Task brief:
An exact transcription of the data below is needed.

Stored items:
· · · · ·
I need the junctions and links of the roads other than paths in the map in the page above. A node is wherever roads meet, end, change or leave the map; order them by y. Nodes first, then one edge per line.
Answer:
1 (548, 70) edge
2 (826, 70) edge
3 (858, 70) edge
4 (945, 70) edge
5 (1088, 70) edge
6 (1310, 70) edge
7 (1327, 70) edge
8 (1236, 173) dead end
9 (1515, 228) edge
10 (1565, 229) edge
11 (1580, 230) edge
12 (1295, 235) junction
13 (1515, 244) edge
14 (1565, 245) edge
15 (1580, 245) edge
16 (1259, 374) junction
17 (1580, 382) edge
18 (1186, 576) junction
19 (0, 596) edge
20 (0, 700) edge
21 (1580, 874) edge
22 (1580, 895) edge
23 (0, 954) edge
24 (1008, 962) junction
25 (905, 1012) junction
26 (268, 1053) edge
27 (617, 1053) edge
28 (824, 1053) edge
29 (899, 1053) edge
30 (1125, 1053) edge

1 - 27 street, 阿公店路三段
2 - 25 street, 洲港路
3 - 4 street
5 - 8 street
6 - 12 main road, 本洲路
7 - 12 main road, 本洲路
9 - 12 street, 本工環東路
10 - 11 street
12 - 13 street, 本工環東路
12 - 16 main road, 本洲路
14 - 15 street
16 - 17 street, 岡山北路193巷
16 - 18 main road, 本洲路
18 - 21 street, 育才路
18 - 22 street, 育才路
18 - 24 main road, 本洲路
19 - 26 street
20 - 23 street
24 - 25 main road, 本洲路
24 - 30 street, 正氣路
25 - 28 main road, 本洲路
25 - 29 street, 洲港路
· · · · ·
Answer area:
I need the junctions and links of the roads other than paths in the map in the page above. A node is wherever roads meet, end, change or leave the map; order them by y. Nodes first, then one edge per line.
Answer:
1 (548, 70) edge
2 (826, 70) edge
3 (858, 70) edge
4 (945, 70) edge
5 (1088, 70) edge
6 (1310, 70) edge
7 (1327, 70) edge
8 (1236, 173) dead end
9 (1515, 228) edge
10 (1565, 229) edge
11 (1580, 230) edge
12 (1295, 235) junction
13 (1515, 244) edge
14 (1565, 245) edge
15 (1580, 245) edge
16 (1259, 374) junction
17 (1580, 382) edge
18 (1186, 576) junction
19 (0, 596) edge
20 (0, 700) edge
21 (1580, 874) edge
22 (1580, 895) edge
23 (0, 954) edge
24 (1008, 962) junction
25 (905, 1012) junction
26 (268, 1053) edge
27 (617, 1053) edge
28 (824, 1053) edge
29 (899, 1053) edge
30 (1125, 1053) edge

1 - 27 street, 阿公店路三段
2 - 25 street, 洲港路
3 - 4 street
5 - 8 street
6 - 12 main road, 本洲路
7 - 12 main road, 本洲路
9 - 12 street, 本工環東路
10 - 11 street
12 - 13 street, 本工環東路
12 - 16 main road, 本洲路
14 - 15 street
16 - 17 street, 岡山北路193巷
16 - 18 main road, 本洲路
18 - 21 street, 育才路
18 - 22 street, 育才路
18 - 24 main road, 本洲路
19 - 26 street
20 - 23 street
24 - 25 main road, 本洲路
24 - 30 street, 正氣路
25 - 28 main road, 本洲路
25 - 29 street, 洲港路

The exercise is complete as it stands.